● PROBLEM STATEMENT: The result should be an exact copy of every record, with no pictures kept.

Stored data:
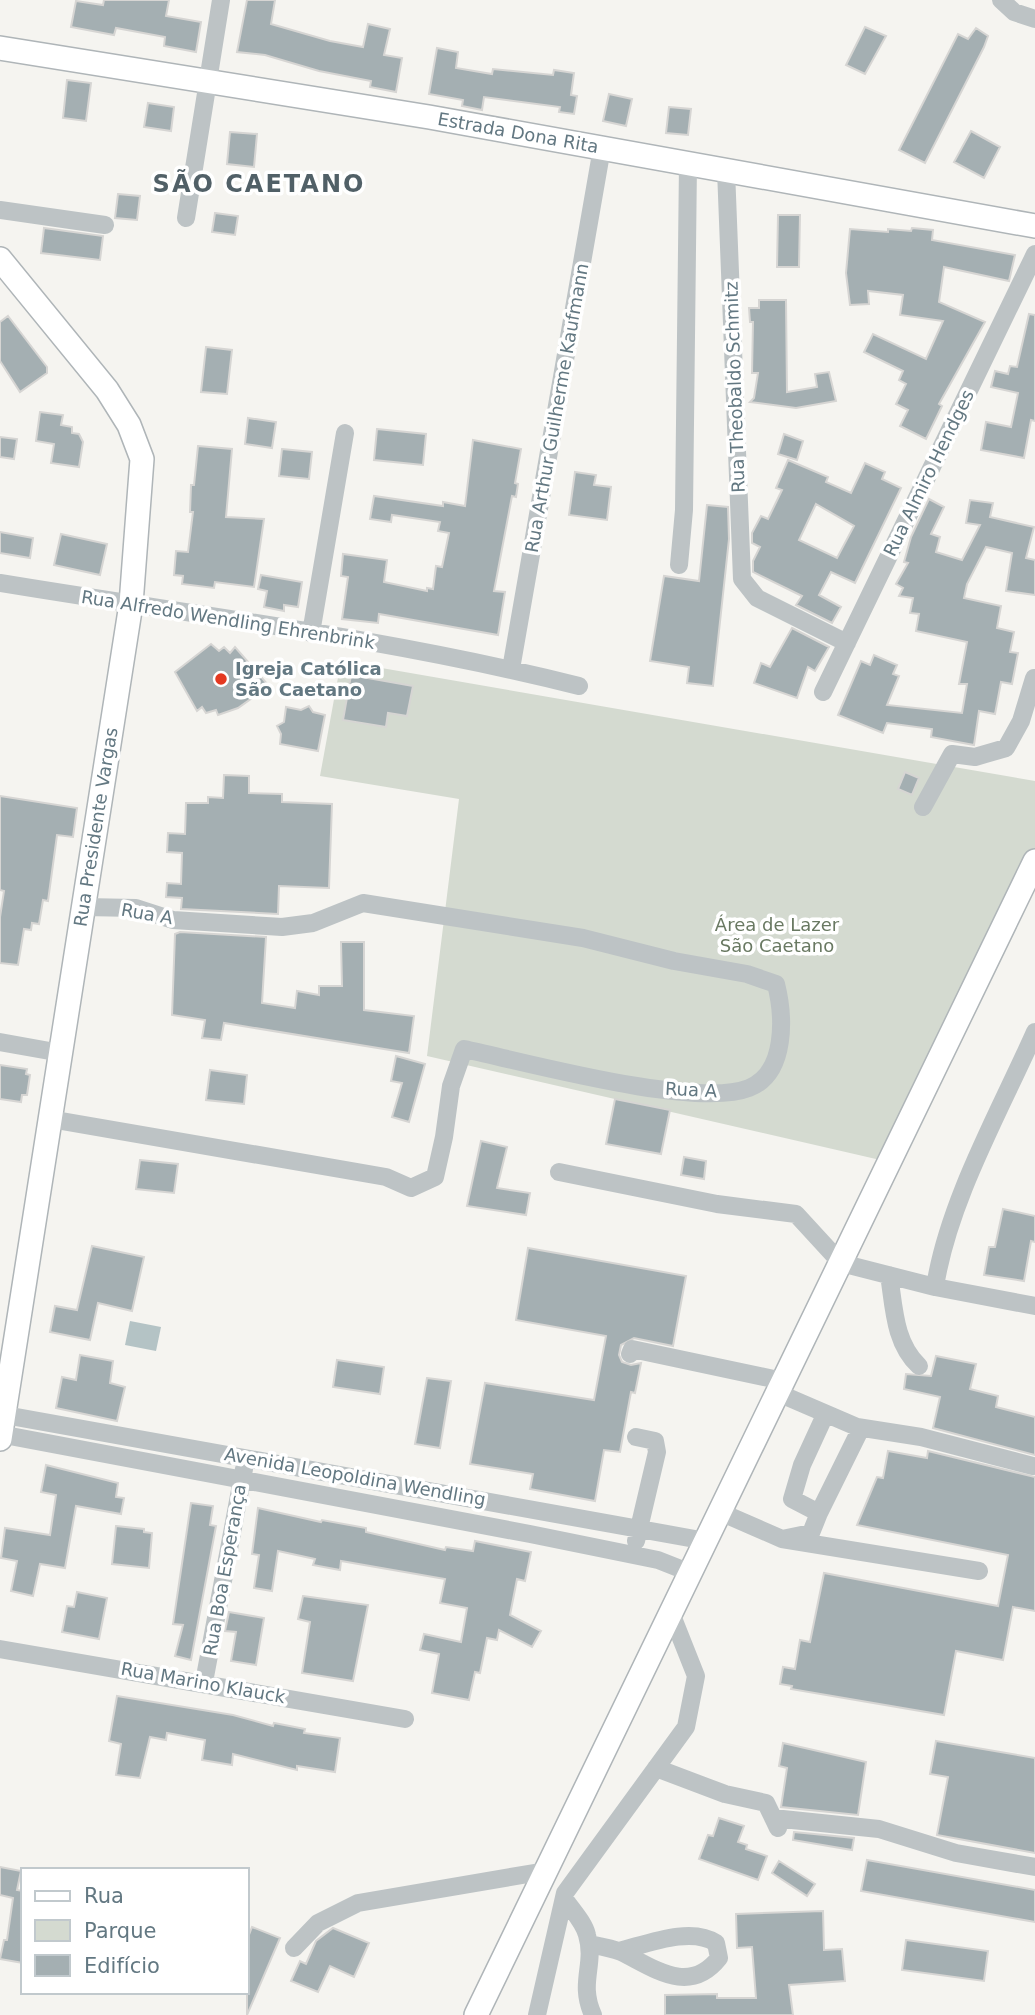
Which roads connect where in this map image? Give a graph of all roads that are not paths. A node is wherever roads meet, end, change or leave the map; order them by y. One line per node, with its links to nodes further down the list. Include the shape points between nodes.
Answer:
1 (221, 0): 5 (street)
2 (1001, 0): 3 (street, via 1014,12)
3 (1035, 19)
4 (0, 48): 5 (main road, Estrada Dona Rita)
5 (206, 82): 6 (main road, Estrada Dona Rita); 10 (street)
6 (602, 148): 7 (main road, Estrada Dona Rita); 21 (street, Rua Arthur Guilherme Kaufmann)
7 (688, 163): 8 (main road, Estrada Dona Rita); 16 (street, via 684,510)
8 (726, 170): 12 (main road, Estrada Dona Rita); 20 (street, Rua Theobaldo Schmitz, via 742,579 757,598)
9 (0, 210): 11 (street)
10 (187, 218)
11 (105, 225)
12 (1035, 226)
13 (1035, 254): 20 (street, Rua Almiro Hendges)
14 (0, 259): 18 (main road, Rua Presidente Vargas, via 107,390 129,425 142,459)
15 (345, 433): 19 (street)
16 (679, 565)
17 (0, 583): 18 (street, Rua Alfredo Wendling Ehrenbrink)
18 (131, 604): 19 (street, Rua Alfredo Wendling Ehrenbrink); 27 (main road, Rua Presidente Vargas)
19 (311, 633): 21 (street, Rua Alfredo Wendling Ehrenbrink)
20 (848, 643): 24 (street, Rua Almiro Hendges)
21 (511, 669): 23 (street, Rua Alfredo Wendling Ehrenbrink)
22 (1035, 677): 25 (street, via 1021,721 1006,748 975,757 953,754)
23 (579, 686)
24 (823, 692)
25 (923, 807)
26 (1035, 861): 33 (main road)
27 (84, 907): 30 (main road, Rua Presidente Vargas); 31 (street, Rua A, via 136,908 173,919 282,927 313,923 363,903 583,938 776,984 783,1012 781,1034 770,1072 749,1088 717,1093 634,1086 464,1049 450,1086 435,1177 411,1188 386,1177)
28 (1035, 1031): 35 (street, via 956,1212 941,1251)
29 (0, 1042): 30 (street)
30 (61, 1053): 31 (main road, Rua Presidente Vargas)
31 (50, 1119): 41 (main road, Rua Presidente Vargas)
32 (559, 1172): 33 (street, via 717,1204 796,1214)
33 (841, 1263): 34 (street); 39 (main road)
34 (889, 1275): 35 (street); 38 (street, via 896,1326)
35 (935, 1287): 36 (street)
36 (1035, 1306)
37 (630, 1354): 39 (street, via 632,1349)
38 (919, 1366)
39 (781, 1387): 40 (street); 47 (main road)
40 (825, 1415): 42 (street); 48 (street, via 792,1499)
41 (1, 1427): 44 (street, Avenida Leopoldina Wendling); 46 (street, Avenida Leopoldina Wendling)
42 (861, 1428): 45 (street, via 921,1437); 48 (street)
43 (636, 1437): 49 (street, via 655,1441 657,1451)
44 (246, 1457): 46 (street, Rua Boa Esperança); 49 (street, Avenida Leopoldina Wendling)
45 (1033, 1466)
46 (242, 1479): 52 (street, Avenida Leopoldina Wendling); 57 (street, Rua Boa Esperança)
47 (720, 1512): 50 (street); 51 (main road)
48 (819, 1513): 50 (street, via 811,1533)
49 (639, 1530): 51 (street, Avenida Leopoldina Wendling); 52 (street)
50 (782, 1539): 53 (street)
51 (706, 1541): 54 (main road)
52 (632, 1555): 54 (street, Avenida Leopoldina Wendling)
53 (979, 1572)
54 (691, 1573): 55 (main road)
55 (671, 1613): 59 (street, via 696,1676 686,1727); 61 (main road)
56 (0, 1649): 57 (street, Rua Marino Klauck)
57 (204, 1682): 58 (street, Rua Marino Klauck)
58 (405, 1719)
59 (656, 1768): 60 (street, via 725,1794 766,1803 776,1825 879,1829 956,1853); 62 (street)
60 (1035, 1867)
61 (543, 1876): 62 (street); 64 (street, via 358,1903 317,1923); 66 (main road)
62 (564, 1895): 63 (street, via 587,1932); 67 (street)
63 (589, 1944): 65 (street); 68 (street, via 584,1982)
64 (294, 1948)
65 (619, 1951): 65 (street, via 652,1970 675,1976 696,1976 719,1958 716,1943 706,1936)
66 (476, 2015)
67 (537, 2015)
68 (593, 2015)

● WRITTEN SOLUTION:
Which roads connect where in this map image? Give a graph of all roads that are not paths. A node is wherever roads meet, end, change or leave the map; order them by y. One line per node, with its links to nodes further down the list. Include the shape points between nodes.
Answer:
1 (221, 0): 5 (street)
2 (1001, 0): 3 (street, via 1014,12)
3 (1035, 19)
4 (0, 48): 5 (main road, Estrada Dona Rita)
5 (206, 82): 6 (main road, Estrada Dona Rita); 10 (street)
6 (602, 148): 7 (main road, Estrada Dona Rita); 21 (street, Rua Arthur Guilherme Kaufmann)
7 (688, 163): 8 (main road, Estrada Dona Rita); 16 (street, via 684,510)
8 (726, 170): 12 (main road, Estrada Dona Rita); 20 (street, Rua Theobaldo Schmitz, via 742,579 757,598)
9 (0, 210): 11 (street)
10 (187, 218)
11 (105, 225)
12 (1035, 226)
13 (1035, 254): 20 (street, Rua Almiro Hendges)
14 (0, 259): 18 (main road, Rua Presidente Vargas, via 107,390 129,425 142,459)
15 (345, 433): 19 (street)
16 (679, 565)
17 (0, 583): 18 (street, Rua Alfredo Wendling Ehrenbrink)
18 (131, 604): 19 (street, Rua Alfredo Wendling Ehrenbrink); 27 (main road, Rua Presidente Vargas)
19 (311, 633): 21 (street, Rua Alfredo Wendling Ehrenbrink)
20 (848, 643): 24 (street, Rua Almiro Hendges)
21 (511, 669): 23 (street, Rua Alfredo Wendling Ehrenbrink)
22 (1035, 677): 25 (street, via 1021,721 1006,748 975,757 953,754)
23 (579, 686)
24 (823, 692)
25 (923, 807)
26 (1035, 861): 33 (main road)
27 (84, 907): 30 (main road, Rua Presidente Vargas); 31 (street, Rua A, via 136,908 173,919 282,927 313,923 363,903 583,938 776,984 783,1012 781,1034 770,1072 749,1088 717,1093 634,1086 464,1049 450,1086 435,1177 411,1188 386,1177)
28 (1035, 1031): 35 (street, via 956,1212 941,1251)
29 (0, 1042): 30 (street)
30 (61, 1053): 31 (main road, Rua Presidente Vargas)
31 (50, 1119): 41 (main road, Rua Presidente Vargas)
32 (559, 1172): 33 (street, via 717,1204 796,1214)
33 (841, 1263): 34 (street); 39 (main road)
34 (889, 1275): 35 (street); 38 (street, via 896,1326)
35 (935, 1287): 36 (street)
36 (1035, 1306)
37 (630, 1354): 39 (street, via 632,1349)
38 (919, 1366)
39 (781, 1387): 40 (street); 47 (main road)
40 (825, 1415): 42 (street); 48 (street, via 792,1499)
41 (1, 1427): 44 (street, Avenida Leopoldina Wendling); 46 (street, Avenida Leopoldina Wendling)
42 (861, 1428): 45 (street, via 921,1437); 48 (street)
43 (636, 1437): 49 (street, via 655,1441 657,1451)
44 (246, 1457): 46 (street, Rua Boa Esperança); 49 (street, Avenida Leopoldina Wendling)
45 (1033, 1466)
46 (242, 1479): 52 (street, Avenida Leopoldina Wendling); 57 (street, Rua Boa Esperança)
47 (720, 1512): 50 (street); 51 (main road)
48 (819, 1513): 50 (street, via 811,1533)
49 (639, 1530): 51 (street, Avenida Leopoldina Wendling); 52 (street)
50 (782, 1539): 53 (street)
51 (706, 1541): 54 (main road)
52 (632, 1555): 54 (street, Avenida Leopoldina Wendling)
53 (979, 1572)
54 (691, 1573): 55 (main road)
55 (671, 1613): 59 (street, via 696,1676 686,1727); 61 (main road)
56 (0, 1649): 57 (street, Rua Marino Klauck)
57 (204, 1682): 58 (street, Rua Marino Klauck)
58 (405, 1719)
59 (656, 1768): 60 (street, via 725,1794 766,1803 776,1825 879,1829 956,1853); 62 (street)
60 (1035, 1867)
61 (543, 1876): 62 (street); 64 (street, via 358,1903 317,1923); 66 (main road)
62 (564, 1895): 63 (street, via 587,1932); 67 (street)
63 (589, 1944): 65 (street); 68 (street, via 584,1982)
64 (294, 1948)
65 (619, 1951): 65 (street, via 652,1970 675,1976 696,1976 719,1958 716,1943 706,1936)
66 (476, 2015)
67 (537, 2015)
68 (593, 2015)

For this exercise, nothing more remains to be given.